Also, I will be posting all of the different crohns friendly recipes and my bodies reactions to them all on my blog. I highly suggest that you check it out!
www.courageandguts.wordpress.com

Reply posted for kristendwyer.

Hey do you have an update? New blog?

 Reply posted for fetzkorn.

I was diagnosed with Crohn's in 1988 and have had 3 resections. There was a time when I was down to 104 lbs. After my last surgery in 2009 my gastroenterologist insisted I use Humira. I got side effects and he put me on Cimzia. I didn't like giving myself the shots and it wasn't fully covered by my insurance. I also got the side effects with this medication. I was taking along with azathioprine which is very dangerous, they say. I stopped the Cimzia and started taking probiotics. I take one called Primal Defense which was created by someone who was on his death bed with Crohn's and created the probiotics along with supplements and diet. He is now fine. No doctor ever told me to do any special diet. If I would ask they would say no. Recently my Gynecologist suggested I try a supplement called Intest Restore along with the probiotics and the Paleo diet. I have been reading, researching and studying labels of foods. It's exhausting! I changed to another gastro dr but he wants to put me on remicade. I am now looking for a GI dr who supports natural treatment and paleo type diet. I am also trying to find a nutritionist who deals with Crohn's and is covered by my insurance. I can tell a difference since I started the paleo. I have also learned there is a diet called AIP - auto immune paleo. Which I am going to try to follow. I am learning alot of things that I was never told by any doctor and don't want to take the remicade or any other biologic medicine. I also hope to be able to get off of the azathioprine as I have been on it for many years. It's very confusing and hard to know what to do. I have found reading your posts very helpful and encouraging. I also just found out that my insurance will pay for nutritionist and don't understand why no doctors recommended them. I have always just been eating what I want and was resigned to the fact that I would just have problems. As that is what the doctors led me to believe.
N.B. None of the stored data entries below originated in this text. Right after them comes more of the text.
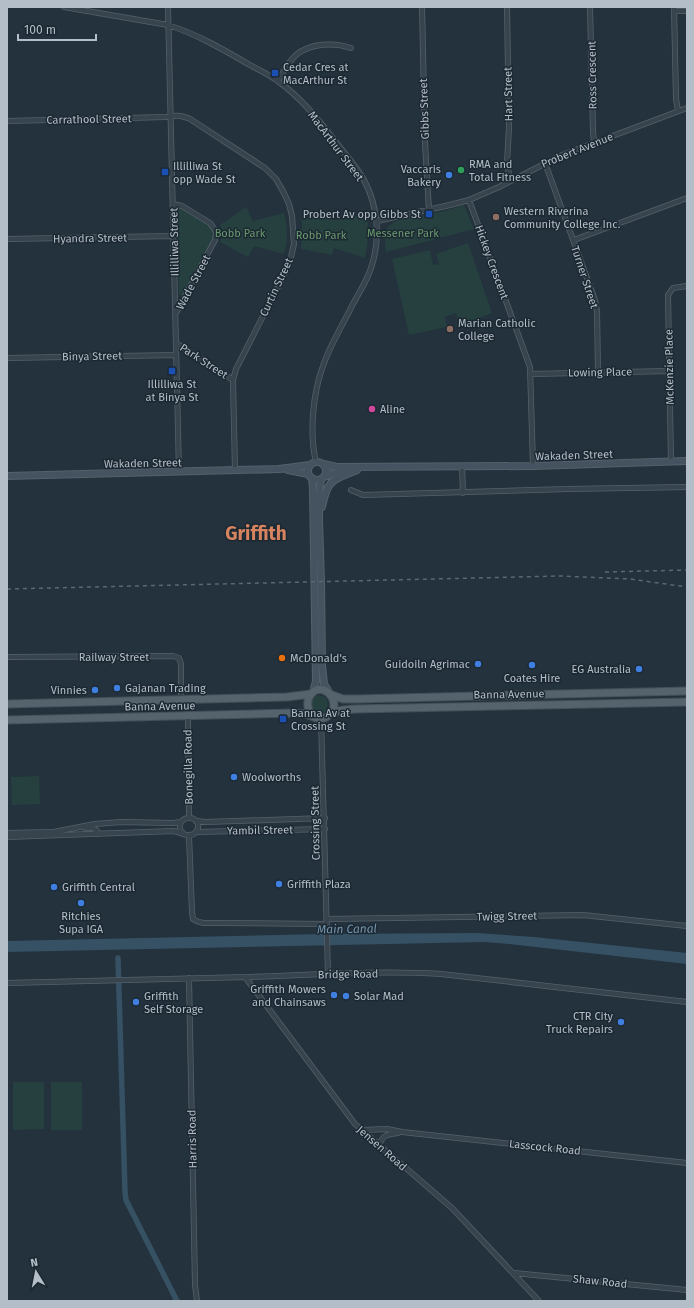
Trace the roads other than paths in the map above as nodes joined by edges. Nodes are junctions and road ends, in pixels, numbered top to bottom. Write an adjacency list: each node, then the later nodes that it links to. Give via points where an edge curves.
1 (64, 7): 8 (street, MacArthur Street)
2 (422, 7): 21 (street, Gibbs Street)
3 (506, 7): 17 (street, Hart Street, via 509,128 507,162)
4 (590, 7): 15 (street, Ross Crescent)
5 (168, 9): 8 (street, Illilliwa Street)
6 (674, 9): 7 (street); 12 (street)
7 (687, 11)
8 (168, 25): 10 (street, MacArthur Street, via 226,52); 13 (street, Illilliwa Street)
9 (351, 48): 10 (street, via 329,45 305,49 295,55)
10 (278, 81): 22 (street, MacArthur Street, via 306,106 359,173 368,189)
11 (687, 108): 12 (street, Probert Avenue)
12 (678, 111): 15 (street, Probert Avenue)
13 (171, 116): 14 (street, Carrathool Street); 20 (street, Illilliwa Street); 34 (street, Curtin Street, via 175,114 190,119 265,168 276,179 284,193 292,216 294,244 291,257)
14 (7, 121)
15 (594, 142): 16 (street, Probert Avenue)
16 (545, 163): 17 (street, Probert Avenue); 25 (street, Turner Street)
17 (510, 181): 19 (street, Probert Avenue)
18 (687, 198): 25 (street)
19 (469, 200): 21 (street, Probert Avenue); 33 (street, Hickey Crescent)
20 (173, 204): 23 (street, Illilliwa Street); 27 (street, Wade Street, via 182,206 210,223 216,234)
21 (429, 210): 22 (street, Probert Avenue)
22 (377, 221): 37 (street, MacArthur Street, via 371,269 323,364 318,383 313,426)
23 (173, 236): 24 (street, Hyandra Street); 27 (street, Illilliwa Street)
24 (7, 239)
25 (574, 240): 32 (street, Turner Street, via 597,311)
26 (687, 286): 31 (street, McKenzie Place, via 673,288 668,295)
27 (176, 314): 28 (street, Illilliwa Street)
28 (176, 343): 29 (street, Illilliwa Street); 34 (street, Park Street)
29 (176, 355): 30 (street, Binya Street); 46 (street, Illilliwa Street)
30 (7, 358)
31 (670, 371): 32 (street, Lowing Place); 35 (street, McKenzie Place)
32 (598, 372): 33 (street, Lowing Place)
33 (531, 374): 41 (street, Hickey Crescent)
34 (233, 380): 44 (street, Curtin Street)
35 (671, 461): 36 (main road, Wakaden Street); 41 (main road, Wakaden Street)
36 (687, 461)
37 (316, 462): 38 (main road); 39 (main road)
38 (323, 464): 42 (main road, Wakaden Street, via 337,467); 49 (main road, via 326,471)
39 (310, 465): 43 (main road, Wakaden Street); 48 (main road)
40 (462, 466): 41 (main road, Wakaden Street); 42 (main road, Wakaden Street); 52 (street)
41 (533, 466)
42 (374, 467): 45 (main road, Wakaden Street)
43 (280, 469): 44 (main road, Wakaden Street); 48 (main road, Wakaden Street)
44 (234, 470): 46 (main road, Wakaden Street)
45 (357, 470): 49 (main road, Wakaden Street, via 339,472); 53 (main road, via 341,476 330,484 326,490)
46 (179, 472): 47 (main road, Wakaden Street)
47 (7, 476)
48 (310, 476): 49 (main road, via 316,480); 56 (main road, via 313,489 316,673 316,685)
49 (323, 478): 53 (main road, via 319,495)
50 (687, 487): 52 (street)
51 (351, 490): 52 (street, via 363,495)
52 (463, 493)
53 (319, 520): 57 (main road, via 322,676)
54 (7, 657): 58 (street, Railway Street, via 173,656 180,658)
55 (687, 691): 57 (main road, Banna Avenue, via 356,699 343,699)
56 (312, 693): 57 (main road, via 321,690); 58 (main road, Banna Avenue, via 287,697); 63 (main road, via 308,706)
57 (330, 694): 61 (main road, via 334,705)
58 (181, 699): 60 (main road, Banna Avenue)
59 (687, 702): 61 (main road, Banna Avenue, via 354,709)
60 (7, 704)
61 (331, 713): 64 (main road)
62 (188, 716): 63 (main road, Banna Avenue, via 293,713); 65 (main road, Banna Avenue); 66 (street, Bonegilla Road)
63 (312, 716): 64 (main road)
64 (321, 719): 67 (street, Crossing Street)
65 (7, 720)
66 (189, 817): 68 (street); 69 (street)
67 (325, 818): 68 (street, Yambil Street); 71 (street, Crossing Street)
68 (196, 821): 73 (street)
69 (181, 822): 70 (street, via 121,822); 75 (street, via 180,827)
70 (64, 829): 72 (street, via 54,832); 74 (street, via 90,828 95,829)
71 (325, 829): 73 (street, Yambil Street); 77 (street, Crossing Street)
72 (7, 832)
73 (196, 832): 75 (street)
74 (97, 834): 75 (street, via 174,832); 76 (street)
75 (186, 835): 77 (street, Twigg Street, via 192,912 196,921)
76 (7, 837)
77 (327, 921): 78 (street, Twigg Street, via 583,915); 79 (street, Crossing Street)
78 (687, 926)
79 (328, 974): 80 (street, Bridge Road); 83 (street, Bridge Road, via 441,974)
80 (246, 977): 81 (street, Bridge Road); 84 (street, Jensen Road)
81 (189, 978): 82 (street, Bridge Road); 90 (street, Harris Road)
82 (7, 983)
83 (687, 1002)
84 (362, 1130): 85 (street, Lasscock Road, via 388,1129); 86 (street, Jensen Road)
85 (402, 1132): 86 (street, Lasscock Road, via 385,1136); 87 (street, Lasscock Road)
86 (378, 1146): 88 (street, Jensen Road, via 452,1208)
87 (687, 1163)
88 (514, 1273): 89 (street, Shaw Road); 91 (street, Jensen Road)
89 (687, 1290)
90 (197, 1301)
91 (540, 1301)

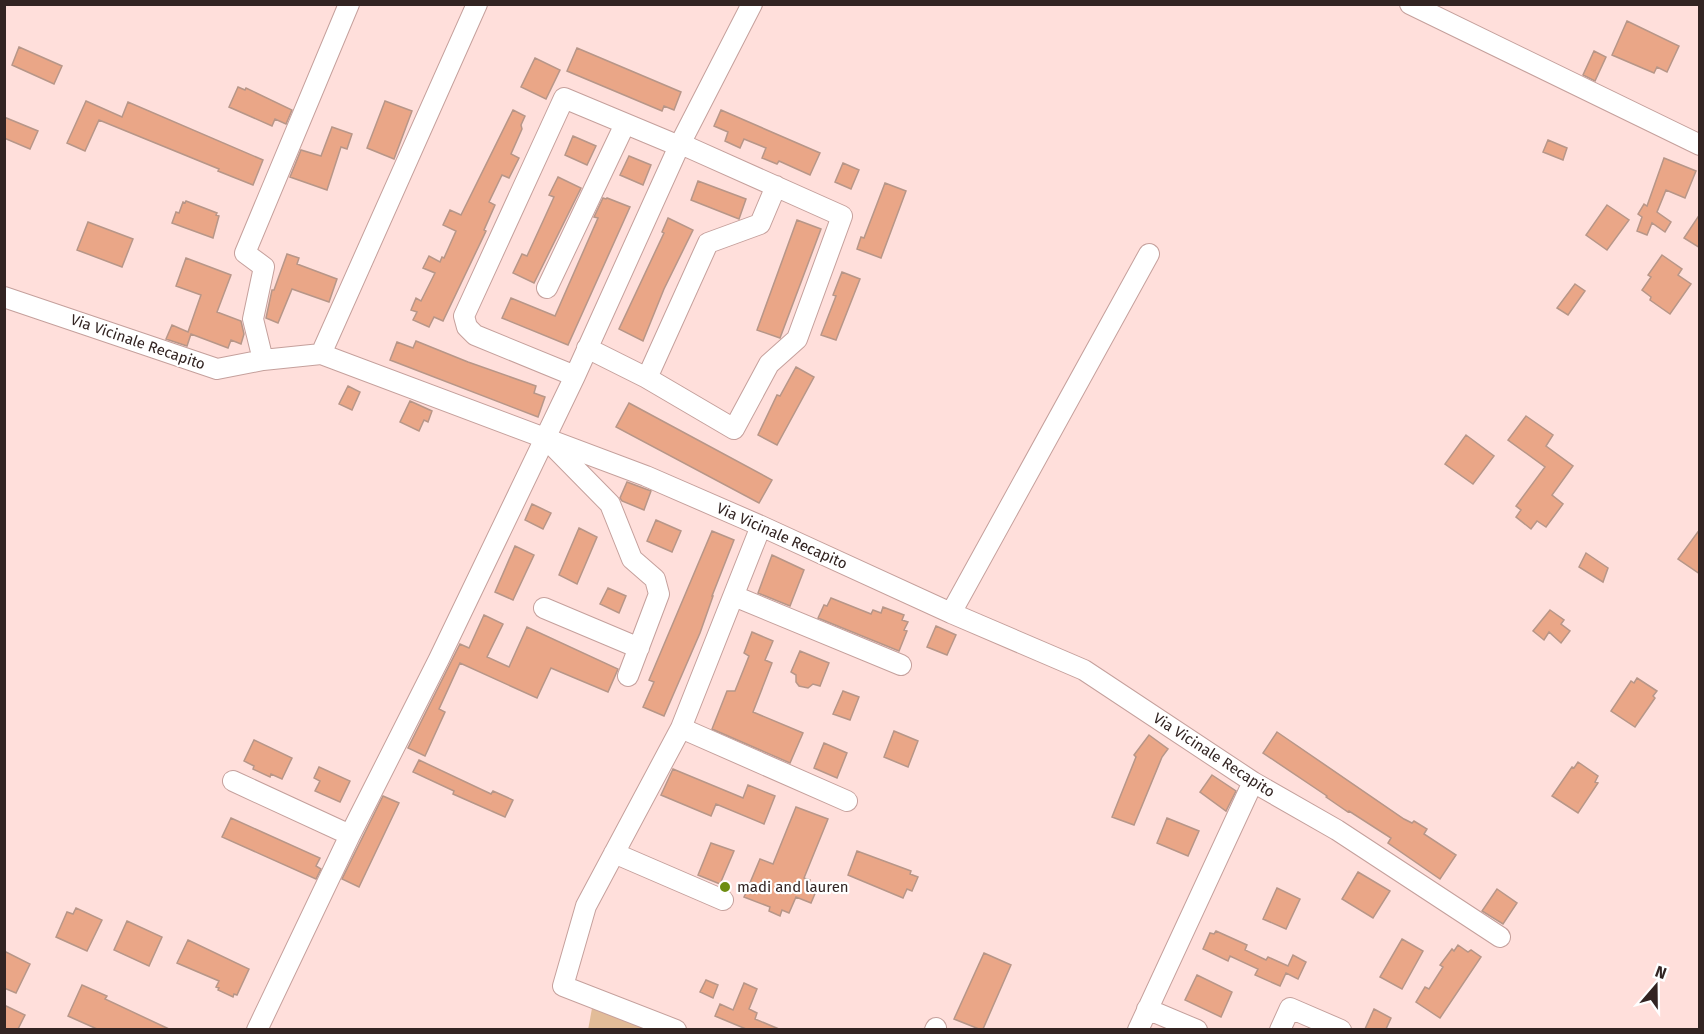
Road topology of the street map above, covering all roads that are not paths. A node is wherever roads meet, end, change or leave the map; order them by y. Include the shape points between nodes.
1 (349, 4) edge
2 (477, 4) edge
3 (752, 4) edge
4 (1410, 4) edge
5 (625, 124) junction
6 (680, 145) junction
7 (1700, 145) edge
8 (776, 186) junction
9 (1149, 254) dead end
10 (547, 288) dead end
11 (4, 297) edge
12 (587, 348) junction
13 (321, 354) junction
14 (263, 360) junction
15 (575, 376) junction
16 (647, 378) junction
17 (544, 438) junction
18 (761, 526) junction
19 (734, 596) junction
20 (544, 608) dead end
21 (951, 613) junction
22 (639, 648) junction
23 (901, 665) dead end
24 (628, 676) dead end
25 (681, 728) junction
26 (233, 781) dead end
27 (1253, 782) junction
28 (847, 801) dead end
29 (350, 835) junction
30 (614, 853) junction
31 (723, 900) dead end
32 (1500, 937) dead end
33 (1147, 1009) junction
34 (257, 1029) edge
35 (676, 1029) edge
36 (1138, 1029) edge
37 (1197, 1029) edge
38 (1280, 1029) edge
39 (1341, 1029) edge

1 - 14 street via 245,253 264,267 253,319
2 - 13 street
3 - 6 street
4 - 7 street
5 - 6 street
5 - 10 street
5 - 15 street via 564,98 464,316 475,335
6 - 8 street
6 - 12 street
8 - 16 street via 760,224 708,243
8 - 16 street via 842,216 797,339 769,364 734,429
9 - 21 street
11 - 14 street, Via Vicinale Recapito via 217,369
12 - 15 street
12 - 16 street
13 - 14 street, Via Vicinale Recapito
13 - 17 street, Via Vicinale Recapito
15 - 17 street
17 - 18 street, Via Vicinale Recapito via 646,476
17 - 22 street via 610,504 632,559 655,579 659,594
17 - 29 street
18 - 19 street
18 - 21 street, Via Vicinale Recapito
19 - 23 street
19 - 25 street
20 - 22 street
21 - 27 street, Via Vicinale Recapito via 1084,670
22 - 24 street
25 - 28 street
25 - 30 street
26 - 29 street
27 - 32 street, Via Vicinale Recapito via 1337,830
27 - 33 street
29 - 34 street
30 - 31 street
30 - 35 street via 586,906 563,986
33 - 36 street
33 - 37 street
38 - 39 street via 1290,1008

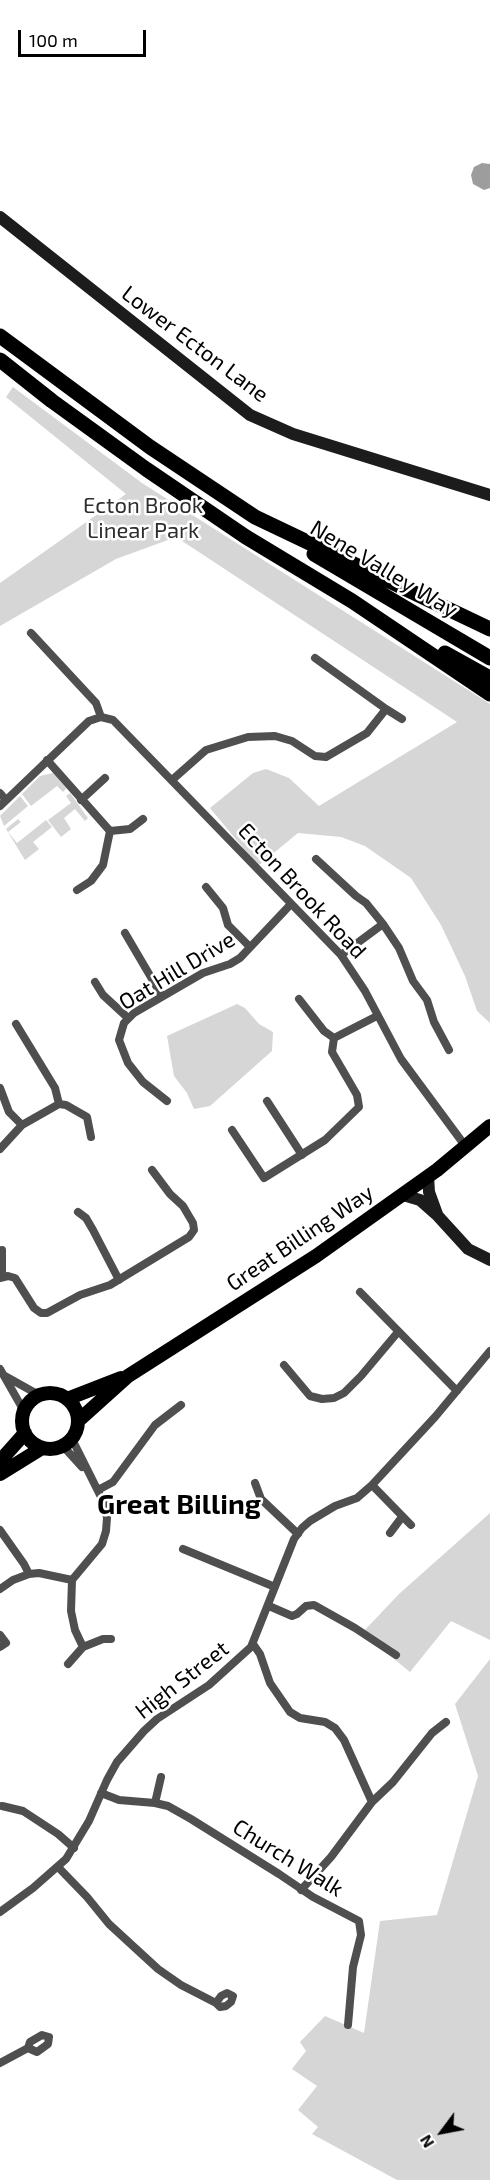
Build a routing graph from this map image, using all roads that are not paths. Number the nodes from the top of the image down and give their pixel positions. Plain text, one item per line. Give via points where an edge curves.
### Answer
1 (0, 218) edge
2 (0, 336) edge
3 (0, 360) edge
4 (490, 495) edge
5 (255, 517) junction
6 (352, 601) junction
7 (490, 629) edge
8 (31, 633) dead end
9 (315, 658) dead end
10 (490, 658) edge
11 (490, 678) edge
12 (490, 694) edge
13 (386, 709) junction
14 (101, 717) junction
15 (402, 719) dead end
16 (47, 760) junction
17 (105, 778) dead end
18 (172, 780) junction
19 (2, 799) edge
20 (81, 800) junction
21 (143, 819) dead end
22 (110, 831) junction
23 (316, 859) dead end
24 (206, 887) dead end
25 (78, 890) dead end
26 (291, 904) junction
27 (382, 924) junction
28 (125, 933) dead end
29 (250, 948) junction
30 (341, 955) junction
31 (95, 982) dead end
32 (162, 996) junction
33 (300, 999) dead end
34 (378, 1016) junction
35 (128, 1018) junction
36 (16, 1024) dead end
37 (334, 1038) junction
38 (449, 1050) dead end
39 (0, 1088) edge
40 (167, 1101) dead end
41 (267, 1101) dead end
42 (59, 1104) junction
43 (21, 1125) junction
44 (490, 1126) edge
45 (232, 1130) dead end
46 (91, 1137) dead end
47 (466, 1147) junction
48 (0, 1149) edge
49 (302, 1155) junction
50 (152, 1170) dead end
51 (428, 1176) junction
52 (403, 1195) junction
53 (78, 1212) dead end
54 (437, 1215) junction
55 (2, 1250) dead end
56 (490, 1260) edge
57 (1, 1278) edge
58 (119, 1280) junction
59 (360, 1292) dead end
60 (398, 1332) junction
61 (490, 1351) edge
62 (284, 1365) dead end
63 (2, 1372) edge
64 (128, 1376) junction
65 (457, 1391) junction
66 (39, 1395) junction
67 (67, 1399) junction
68 (181, 1405) dead end
69 (24, 1411) junction
70 (78, 1421) junction
71 (25, 1432) junction
72 (67, 1443) junction
73 (42, 1448) junction
74 (0, 1461) edge
75 (0, 1474) edge
76 (255, 1483) dead end
77 (372, 1485) junction
78 (98, 1490) junction
79 (402, 1517) junction
80 (411, 1525) dead end
81 (0, 1530) edge
82 (390, 1533) dead end
83 (298, 1534) junction
84 (183, 1549) dead end
85 (28, 1574) junction
86 (72, 1580) junction
87 (275, 1587) junction
88 (0, 1589) edge
89 (269, 1606) junction
90 (0, 1635) edge
91 (111, 1639) dead end
92 (253, 1644) junction
93 (0, 1647) edge
94 (83, 1647) junction
95 (396, 1655) dead end
96 (68, 1664) dead end
97 (446, 1722) dead end
98 (160, 1777) dead end
99 (101, 1793) junction
100 (372, 1802) junction
101 (155, 1803) junction
102 (2, 1806) dead end
103 (74, 1848) junction
104 (58, 1867) junction
105 (302, 1890) junction
106 (0, 1912) edge
107 (216, 2003) dead end
108 (348, 2025) dead end
109 (28, 2048) dead end
110 (0, 2063) edge

1 - 4 street, Lower Ecton Lane via 250,415 293,434
2 - 5 highway via 150,447
3 - 6 highway via 146,469 246,537
5 - 7 highway
5 - 10 highway, Nene Valley Way
6 - 11 highway, Nene Valley Way
6 - 12 highway
8 - 14 street, Ecton Brook Road via 96,704
9 - 13 street
13 - 15 street
13 - 18 street via 367,733 329,756 315,756 292,741 275,736 260,736 206,750
14 - 16 street via 78,729
14 - 18 street, Ecton Brook Road via 113,720
16 - 19 street
16 - 20 street
17 - 20 street
18 - 26 street, Ecton Brook Road
20 - 22 street
21 - 22 street via 130,828
22 - 25 street via 103,865
23 - 27 street via 366,903
24 - 29 street via 223,908 228,925
26 - 29 street, Oat Hill Drive
26 - 30 street, Ecton Brook Road
27 - 30 street
27 - 38 street via 427,1000
28 - 32 street
29 - 32 street, Oat Hill Drive via 230,964 203,973
30 - 34 street, Ecton Brook Road
31 - 35 street
32 - 35 street, Oat Hill Drive
33 - 37 street
34 - 37 street
34 - 47 street, Ecton Brook Road via 409,1071
35 - 40 street, Oat Hill Drive via 119,1040 128,1063 143,1082
36 - 42 street via 55,1089
37 - 49 street via 332,1052 357,1095 359,1107 325,1140
39 - 43 street via 9,1112
41 - 49 street
42 - 43 street
42 - 46 street via 87,1117
43 - 48 street
44 - 47 main road, Great Billing Way
45 - 49 street via 264,1178
47 - 51 main road, Great Billing Way
50 - 58 street via 183,1206 193,1223 193,1233
51 - 52 main road, Great Billing Way
51 - 54 street
52 - 54 street via 420,1200
52 - 64 main road, Great Billing Way via 316,1256
53 - 58 street via 86,1218
54 - 56 street via 468,1249
55 - 57 street
57 - 58 street via 15,1278 34,1308 45,1313
59 - 60 street
60 - 62 street via 361,1376 334,1398 310,1395
60 - 65 street
61 - 65 street, High Street
63 - 66 street
63 - 69 street
64 - 67 main road, Great Billing Way
64 - 70 main road, Great Billing Way
65 - 77 street, High Street
66 - 67 main road via 54,1393
66 - 69 main road
67 - 70 main road
68 - 78 street via 155,1425 113,1482
69 - 71 main road
70 - 72 main road via 77,1431
71 - 73 main road
71 - 74 main road
72 - 73 main road via 56,1449
72 - 78 street
73 - 75 main road
76 - 83 street via 261,1498
77 - 79 street
77 - 83 street, High Street via 357,1498 310,1521
78 - 86 street via 106,1510 106,1531 98,1550
79 - 80 street
79 - 82 street
81 - 85 street
83 - 87 street, High Street
84 - 87 street
85 - 86 street
85 - 88 street
86 - 94 street via 71,1611
87 - 89 street, High Street
89 - 92 street, High Street
89 - 95 street via 292,1616 314,1605
90 - 93 street via 6,1643
91 - 94 street
92 - 99 street, High Street via 208,1685 144,1731 117,1762
92 - 100 street via 274,1689 290,1712 335,1728 357,1765
94 - 96 street
97 - 100 street
98 - 101 street
99 - 101 street, Church Walk via 118,1800
99 - 103 street, High Street
100 - 105 street
101 - 105 street, Church Walk via 191,1819
102 - 103 street via 23,1811
103 - 104 street, High Street
104 - 106 street, High Street
104 - 107 street via 130,1945 181,1985
105 - 108 street, Church Walk via 358,1921 361,1935 353,1967
109 - 110 street

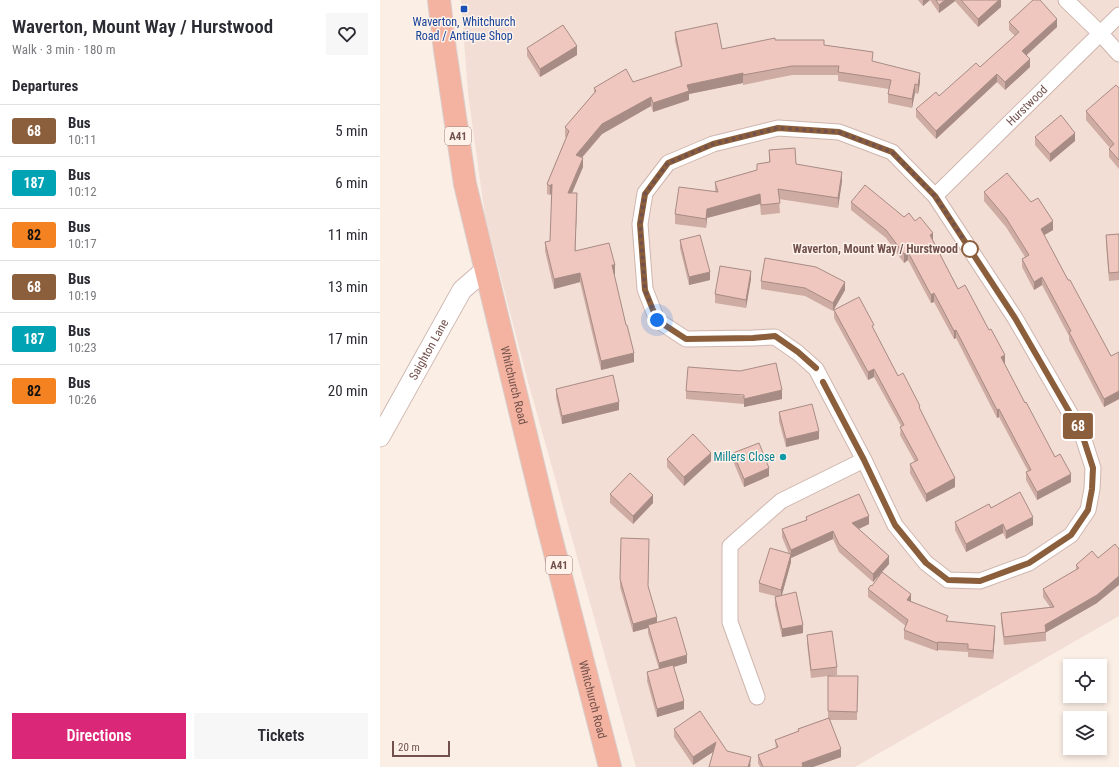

 Reply posted for kristendwyer.

Good Supplements:
Quercetin
Fish oil (Carleson's Super Omega-3 is best) 1 g/day when healthy, up to 4 g/day when having a flare
Now brand B-50, D-Flame, Liquid Multi-gels, and vitamin D3 drops in MCT oil

Typical day of eating:
Breakfast: 1/3 c oats, 1/3 c water microwave 1 min, 1/3 c walnuts, 1/3 c blueberries-fresh or frozen, 3 heaping spoonfuls Stonyfield plain lowfat yogurt, 1 farmer's market egg if I'm hungry.
Lunch: Amy's burrito with whole wheat tortilla, pinto beans, and cheese. 1/4 c roasted salted almonds. an apple or orange.
Dinners: all homemade
Stir-fried farmer's market veggies with noodles or rice
Soup veggies & beans
Bean burritos or whole wheat tacos

I just had a flare and I fasted with only water for a whole day. By the third day I was completely well.

I hope you start feeling lots better!

 Reply posted for george mills.

Yes, I have been relatively healthy now for 20 years. I was diagnosed with ulcerative colitis in 1992, which a better doctor changed to Crohn's in 1997. With her help, I have not had any hospitalizations, and only occasionally have taken prednisone, which helps get me back on track. I am a fish-eating vegetarian. I do not have any problems with whole wheat, only with processed foods. Try eating as much fresh, local (but cooked) vegetables as possible. Local seems to be more important than organic for me. Any food that has been treated with sulfites is a very bad problem. This includes bagged salads, salad bars, crudite platters, dried fruit like apricots (except specifically sulfur-free), wine, beer, restaurant corn chips. See About.com for sulfite containing food. I find good vodka to be easily tolerated in moderation. I do not drink milk or any substitutes, but I do eat plenty of plain yogurt and a variety of good cheeses. Also, Bubbies kosher dill pickles and saurkraut, and kombucha are good sources of pro-biotics. I do not drink coffee any more since Dave Asprey says that 92% of coffee is contaminated with mycotoxins from molds. I drink green tea all day. I avoid sugar, except in 85% dark chocolate, which is medicine in moderation! Do not avoid salt, especially if you have diarhea because you are losing plenty of salt. 

 Reply posted for patcee74.

Hey I went through the same cycle and thinking bread was the only thing I could eat and that raw vegetables/salads were making me sick.  Unfortunately, when your intestinal track is "sick" what you eat today could be what causes you to be sick tomorrow.  I have learned that bread/gluten is the enemy.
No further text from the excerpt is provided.